### Task data ###

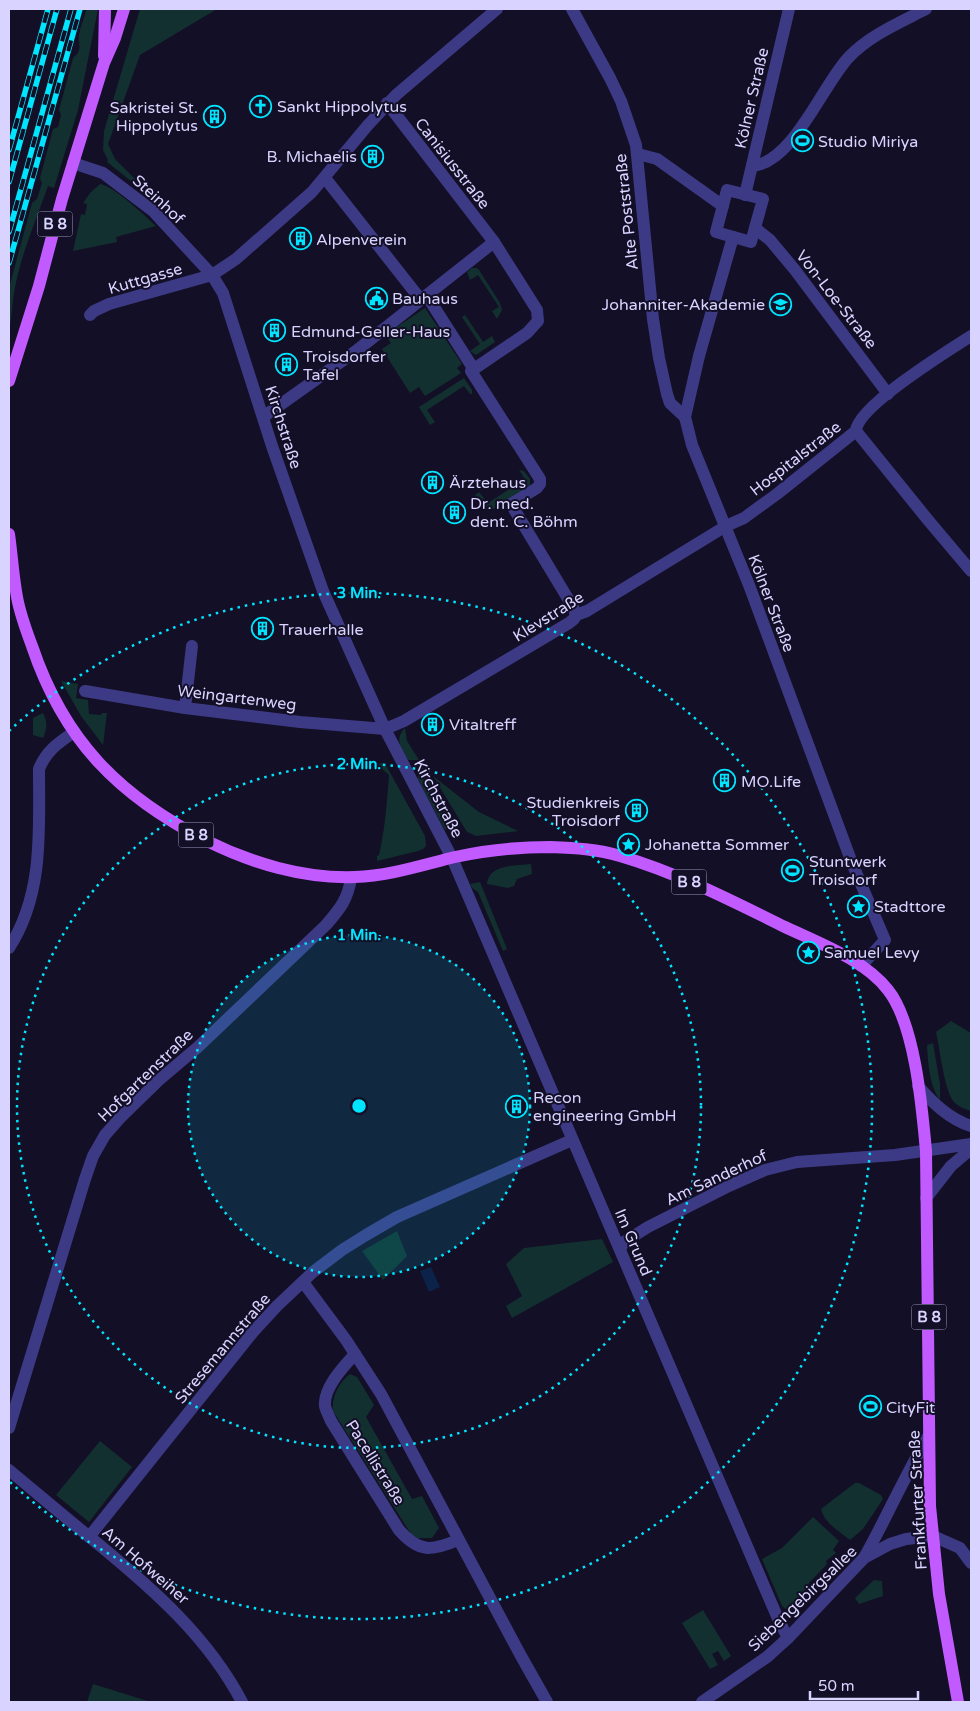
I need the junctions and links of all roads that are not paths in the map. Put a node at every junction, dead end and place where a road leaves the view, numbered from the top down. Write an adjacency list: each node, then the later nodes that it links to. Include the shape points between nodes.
1 (105, 9): 7 (main road, B 8)
2 (124, 9): 7 (main road, B 8)
3 (572, 9): 9 (street, Alte Poststraße, via 621,101)
4 (789, 9): 11 (street, Kölner Straße)
5 (926, 9): 11 (street, via 859,48 848,58 779,153 762,165)
6 (494, 10): 8 (street, Kuttgasse)
7 (104, 63): 10 (main road, B 8)
8 (387, 103): 12 (street, Kuttgasse); 17 (street, Canisiusstraße)
9 (638, 154): 14 (street, via 657,159); 26 (street, Alte Poststraße, via 659,358 670,403)
10 (73, 163): 18 (street, Steinhof, via 104,173 153,211); 23 (main road, B 8)
11 (752, 166): 13 (street, Kölner Straße)
12 (325, 178): 18 (street, Kuttgasse, via 262,237); 19 (street)
13 (745, 195): 14 (street, via 728,190); 15 (street, via 763,199)
14 (723, 206): 16 (street, via 716,232)
15 (755, 228): 16 (street, via 751,242); 24 (street, Von-Loe-Straße, via 770,240 795,270)
16 (733, 237): 26 (street, Kölner Straße)
17 (494, 242): 19 (street); 22 (street, Canisiusstraße, via 537,310 538,321 528,333)
18 (212, 275): 20 (street, Kuttgasse, via 109,304); 25 (street, Kirchstraße, via 223,294)
19 (424, 298): 22 (street); 25 (street)
20 (90, 315)
21 (971, 336): 24 (street, Hospitalstraße)
22 (472, 369): 33 (street, via 540,479 537,488 511,504)
23 (9, 381)
24 (888, 394): 27 (street, Hospitalstraße, via 864,416)
25 (264, 417): 37 (street, Kirchstraße, via 323,591)
26 (685, 417): 28 (street, Kölner Straße, via 692,445)
27 (856, 431): 28 (street, Hospitalstraße, via 777,494 744,518); 30 (street)
28 (726, 526): 33 (street, Klevstraße); 42 (street, Kölner Straße, via 852,863 886,940)
29 (9, 534): 32 (main road, B 8)
30 (971, 571)
31 (9, 588): 32 (main road)
32 (18, 600): 38 (main road, B 8, via 44,678)
33 (576, 616): 37 (street, Klevstraße, via 404,722)
34 (192, 646): 36 (street)
35 (85, 691): 36 (street, Weingartenweg)
36 (185, 708): 37 (street, Weingartenweg)
37 (385, 729): 39 (street, Kirchstraße)
38 (74, 732): 40 (main road, B 8, via 97,763 143,803 202,838 275,867); 41 (street, via 49,750 39,769 37,874 24,921)
39 (452, 858): 40 (main road, B 8); 42 (main road, Kirchstraße / B 8, via 517,847 578,848 617,855 662,870 728,899); 45 (street, Im Grund)
40 (351, 878): 53 (street, Hofgartenstraße, via 347,897 326,925 105,1135 85,1179)
41 (9, 948)
42 (861, 966): 43 (main road, Kirchstraße / B 8, via 890,991 901,1012)
43 (918, 1086): 44 (street, via 945,1113); 48 (main road, Frankfurter Straße / B 8)
44 (971, 1126)
45 (572, 1140): 50 (street, Im Grund); 51 (street, Stresemannstraße, via 386,1223 342,1250)
46 (971, 1144): 48 (street, Am Sanderhof)
47 (971, 1149): 49 (street, via 951,1166)
48 (926, 1150): 49 (main road, Frankfurter Straße / B 8); 50 (street, Am Sanderhof, via 792,1163 766,1170 648,1227 624,1242)
49 (926, 1198): 54 (main road, Frankfurter Straße / B 8)
50 (620, 1250): 61 (street, Im Grund)
51 (302, 1282): 52 (street, Pacellistraße); 57 (street, Stresemannstraße, via 253,1332)
52 (355, 1354): 58 (street, Pacellistraße, via 381,1394); 58 (street, Pacellistraße, via 328,1393 326,1407 331,1421 407,1538 419,1546 440,1548)
53 (9, 1428)
54 (929, 1435): 56 (main road, Frankfurter Straße / B 8); 59 (street)
55 (9, 1470): 57 (street, Am Hofweiher)
56 (933, 1536): 59 (street, Siebengebirgsallee, via 900,1541); 60 (street, via 960,1548); 65 (main road, Frankfurter Straße / B 8, via 939,1594)
57 (89, 1537): 62 (street, Am Hofweiher, via 173,1609 218,1663)
58 (458, 1540): 63 (street, Pacellistraße)
59 (864, 1558): 61 (street, Siebengebirgsallee)
60 (971, 1562)
61 (788, 1638): 64 (street, Siebengebirgsallee)
62 (242, 1702)
63 (548, 1702)
64 (702, 1702)
65 (958, 1702)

###

== Task prompt ==
Each line that mentions the string "Hospitalstraße" must be copied from the listing.

== Task response ==
21 (971, 336): 24 (street, Hospitalstraße)
24 (888, 394): 27 (street, Hospitalstraße, via 864,416)
27 (856, 431): 28 (street, Hospitalstraße, via 777,494 744,518); 30 (street)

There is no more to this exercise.